[Data shown Boundary: Start]
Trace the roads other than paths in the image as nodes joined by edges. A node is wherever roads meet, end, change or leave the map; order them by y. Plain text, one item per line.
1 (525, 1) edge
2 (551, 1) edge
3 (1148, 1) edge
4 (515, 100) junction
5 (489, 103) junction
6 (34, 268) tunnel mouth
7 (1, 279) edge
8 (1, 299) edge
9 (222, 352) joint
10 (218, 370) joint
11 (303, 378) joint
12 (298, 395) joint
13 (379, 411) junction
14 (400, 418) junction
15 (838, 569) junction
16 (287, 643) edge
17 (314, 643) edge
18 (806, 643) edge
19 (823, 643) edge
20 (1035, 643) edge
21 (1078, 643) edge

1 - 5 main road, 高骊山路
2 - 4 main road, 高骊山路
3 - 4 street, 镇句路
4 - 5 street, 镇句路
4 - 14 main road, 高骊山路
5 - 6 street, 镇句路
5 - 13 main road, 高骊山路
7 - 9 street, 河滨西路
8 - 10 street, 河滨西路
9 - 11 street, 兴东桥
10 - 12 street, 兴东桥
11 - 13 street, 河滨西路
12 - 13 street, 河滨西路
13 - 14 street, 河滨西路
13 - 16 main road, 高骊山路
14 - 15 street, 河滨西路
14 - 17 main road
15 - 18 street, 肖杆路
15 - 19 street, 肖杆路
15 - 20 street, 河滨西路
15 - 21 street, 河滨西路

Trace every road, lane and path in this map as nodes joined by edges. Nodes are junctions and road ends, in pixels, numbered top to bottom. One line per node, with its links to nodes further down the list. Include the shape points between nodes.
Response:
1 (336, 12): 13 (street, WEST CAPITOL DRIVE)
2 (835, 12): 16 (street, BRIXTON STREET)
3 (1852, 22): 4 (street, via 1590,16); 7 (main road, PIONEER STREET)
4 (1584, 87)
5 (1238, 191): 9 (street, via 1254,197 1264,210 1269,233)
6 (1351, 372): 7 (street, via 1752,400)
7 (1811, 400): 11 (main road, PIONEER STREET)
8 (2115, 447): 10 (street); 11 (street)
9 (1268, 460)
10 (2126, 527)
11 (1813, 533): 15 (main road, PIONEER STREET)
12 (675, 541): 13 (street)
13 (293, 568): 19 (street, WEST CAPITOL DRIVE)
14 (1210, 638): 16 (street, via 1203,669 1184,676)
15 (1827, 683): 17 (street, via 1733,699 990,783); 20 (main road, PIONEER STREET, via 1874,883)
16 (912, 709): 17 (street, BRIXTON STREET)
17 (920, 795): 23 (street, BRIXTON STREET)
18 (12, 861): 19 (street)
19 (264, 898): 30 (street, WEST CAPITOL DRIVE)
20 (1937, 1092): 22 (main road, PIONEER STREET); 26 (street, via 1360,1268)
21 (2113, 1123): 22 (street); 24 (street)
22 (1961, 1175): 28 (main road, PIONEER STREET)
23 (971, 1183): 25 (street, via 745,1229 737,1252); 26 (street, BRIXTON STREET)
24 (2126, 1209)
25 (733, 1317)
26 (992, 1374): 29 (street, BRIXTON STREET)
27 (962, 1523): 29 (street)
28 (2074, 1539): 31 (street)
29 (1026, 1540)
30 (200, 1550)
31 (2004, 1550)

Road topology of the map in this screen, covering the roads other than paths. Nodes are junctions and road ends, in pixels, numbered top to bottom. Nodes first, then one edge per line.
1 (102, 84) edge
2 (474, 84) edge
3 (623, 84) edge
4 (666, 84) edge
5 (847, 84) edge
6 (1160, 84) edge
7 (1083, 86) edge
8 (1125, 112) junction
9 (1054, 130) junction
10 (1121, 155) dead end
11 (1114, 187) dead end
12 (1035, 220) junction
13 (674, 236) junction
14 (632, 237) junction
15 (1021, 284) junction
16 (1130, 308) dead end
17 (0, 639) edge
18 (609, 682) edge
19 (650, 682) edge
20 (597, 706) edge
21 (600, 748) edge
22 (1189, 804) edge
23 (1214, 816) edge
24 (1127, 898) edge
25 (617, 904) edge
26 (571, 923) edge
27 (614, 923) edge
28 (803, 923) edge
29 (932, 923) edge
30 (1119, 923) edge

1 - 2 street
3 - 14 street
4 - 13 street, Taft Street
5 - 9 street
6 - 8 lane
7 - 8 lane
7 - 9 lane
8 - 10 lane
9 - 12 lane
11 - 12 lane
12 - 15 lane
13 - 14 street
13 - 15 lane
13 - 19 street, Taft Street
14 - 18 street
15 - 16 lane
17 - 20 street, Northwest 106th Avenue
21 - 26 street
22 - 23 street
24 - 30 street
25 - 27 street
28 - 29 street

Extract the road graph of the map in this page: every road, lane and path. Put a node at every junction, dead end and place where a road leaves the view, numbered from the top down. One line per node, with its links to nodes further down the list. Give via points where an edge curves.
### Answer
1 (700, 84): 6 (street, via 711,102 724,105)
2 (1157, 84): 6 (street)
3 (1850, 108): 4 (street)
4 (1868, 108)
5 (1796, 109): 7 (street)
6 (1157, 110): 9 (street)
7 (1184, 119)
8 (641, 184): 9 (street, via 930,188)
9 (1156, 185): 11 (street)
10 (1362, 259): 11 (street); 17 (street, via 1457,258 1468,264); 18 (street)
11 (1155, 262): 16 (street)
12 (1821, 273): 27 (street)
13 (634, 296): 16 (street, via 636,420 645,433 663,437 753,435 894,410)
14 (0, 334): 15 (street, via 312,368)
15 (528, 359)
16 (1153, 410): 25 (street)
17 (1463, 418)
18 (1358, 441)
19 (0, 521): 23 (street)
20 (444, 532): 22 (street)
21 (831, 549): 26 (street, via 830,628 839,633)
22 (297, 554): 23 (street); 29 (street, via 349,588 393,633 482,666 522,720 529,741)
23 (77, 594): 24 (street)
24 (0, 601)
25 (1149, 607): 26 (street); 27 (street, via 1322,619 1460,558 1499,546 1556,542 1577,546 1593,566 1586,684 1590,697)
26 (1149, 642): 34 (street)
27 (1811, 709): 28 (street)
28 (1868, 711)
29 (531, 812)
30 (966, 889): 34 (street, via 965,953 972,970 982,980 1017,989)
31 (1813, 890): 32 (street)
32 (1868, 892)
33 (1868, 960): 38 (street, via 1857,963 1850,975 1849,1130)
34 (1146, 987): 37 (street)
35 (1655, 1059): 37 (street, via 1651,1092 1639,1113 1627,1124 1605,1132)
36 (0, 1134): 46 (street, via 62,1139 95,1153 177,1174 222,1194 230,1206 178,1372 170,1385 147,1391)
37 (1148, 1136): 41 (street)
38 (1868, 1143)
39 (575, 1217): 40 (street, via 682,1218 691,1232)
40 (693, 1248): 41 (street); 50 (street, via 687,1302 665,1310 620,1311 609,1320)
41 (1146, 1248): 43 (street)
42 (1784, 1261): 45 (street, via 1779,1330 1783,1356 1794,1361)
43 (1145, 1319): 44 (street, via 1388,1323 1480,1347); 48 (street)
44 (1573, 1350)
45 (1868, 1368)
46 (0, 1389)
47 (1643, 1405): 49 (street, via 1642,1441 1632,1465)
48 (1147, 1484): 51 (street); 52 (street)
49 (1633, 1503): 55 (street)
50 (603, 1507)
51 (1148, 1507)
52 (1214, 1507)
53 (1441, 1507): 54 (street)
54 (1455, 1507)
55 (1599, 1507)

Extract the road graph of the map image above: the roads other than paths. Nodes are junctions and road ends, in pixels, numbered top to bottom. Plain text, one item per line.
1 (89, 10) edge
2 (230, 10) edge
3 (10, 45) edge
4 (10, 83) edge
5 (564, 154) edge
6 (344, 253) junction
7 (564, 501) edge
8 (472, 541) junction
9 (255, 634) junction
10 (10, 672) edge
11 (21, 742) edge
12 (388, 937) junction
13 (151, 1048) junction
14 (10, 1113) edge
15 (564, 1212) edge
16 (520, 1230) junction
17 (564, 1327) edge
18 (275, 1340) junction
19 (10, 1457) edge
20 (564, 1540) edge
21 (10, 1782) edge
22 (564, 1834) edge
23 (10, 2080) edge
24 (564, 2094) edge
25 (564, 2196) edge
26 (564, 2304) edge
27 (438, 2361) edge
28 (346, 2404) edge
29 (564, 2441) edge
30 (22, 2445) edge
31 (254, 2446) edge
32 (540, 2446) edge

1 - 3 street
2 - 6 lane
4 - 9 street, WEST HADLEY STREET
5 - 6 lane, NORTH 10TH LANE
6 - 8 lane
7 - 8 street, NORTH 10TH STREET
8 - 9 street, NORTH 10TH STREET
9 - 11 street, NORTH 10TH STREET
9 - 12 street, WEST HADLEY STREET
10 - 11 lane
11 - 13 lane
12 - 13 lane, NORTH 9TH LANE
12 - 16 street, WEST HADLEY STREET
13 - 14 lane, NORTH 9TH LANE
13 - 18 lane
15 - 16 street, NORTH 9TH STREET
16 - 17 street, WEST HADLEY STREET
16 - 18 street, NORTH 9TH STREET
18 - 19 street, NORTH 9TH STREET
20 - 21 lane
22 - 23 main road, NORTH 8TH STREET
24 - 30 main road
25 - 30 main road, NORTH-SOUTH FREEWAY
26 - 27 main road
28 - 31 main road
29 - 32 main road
[Data shown Boundary: End]
_Task item_: Return, exactly as they stand, the lines from the start of the records above through the line with "Trace every road, lane", both ends included, and no other lines.

_Exercise output_:
Trace the roads other than paths in the image as nodes joined by edges. A node is wherever roads meet, end, change or leave the map; order them by y. Plain text, one item per line.
1 (525, 1) edge
2 (551, 1) edge
3 (1148, 1) edge
4 (515, 100) junction
5 (489, 103) junction
6 (34, 268) tunnel mouth
7 (1, 279) edge
8 (1, 299) edge
9 (222, 352) joint
10 (218, 370) joint
11 (303, 378) joint
12 (298, 395) joint
13 (379, 411) junction
14 (400, 418) junction
15 (838, 569) junction
16 (287, 643) edge
17 (314, 643) edge
18 (806, 643) edge
19 (823, 643) edge
20 (1035, 643) edge
21 (1078, 643) edge

1 - 5 main road, 高骊山路
2 - 4 main road, 高骊山路
3 - 4 street, 镇句路
4 - 5 street, 镇句路
4 - 14 main road, 高骊山路
5 - 6 street, 镇句路
5 - 13 main road, 高骊山路
7 - 9 street, 河滨西路
8 - 10 street, 河滨西路
9 - 11 street, 兴东桥
10 - 12 street, 兴东桥
11 - 13 street, 河滨西路
12 - 13 street, 河滨西路
13 - 14 street, 河滨西路
13 - 16 main road, 高骊山路
14 - 15 street, 河滨西路
14 - 17 main road
15 - 18 street, 肖杆路
15 - 19 street, 肖杆路
15 - 20 street, 河滨西路
15 - 21 street, 河滨西路

Trace every road, lane and path in this map as nodes joined by edges. Nodes are junctions and road ends, in pixels, numbered top to bottom. One line per node, with its links to nodes further down the list. Include the shape points between nodes.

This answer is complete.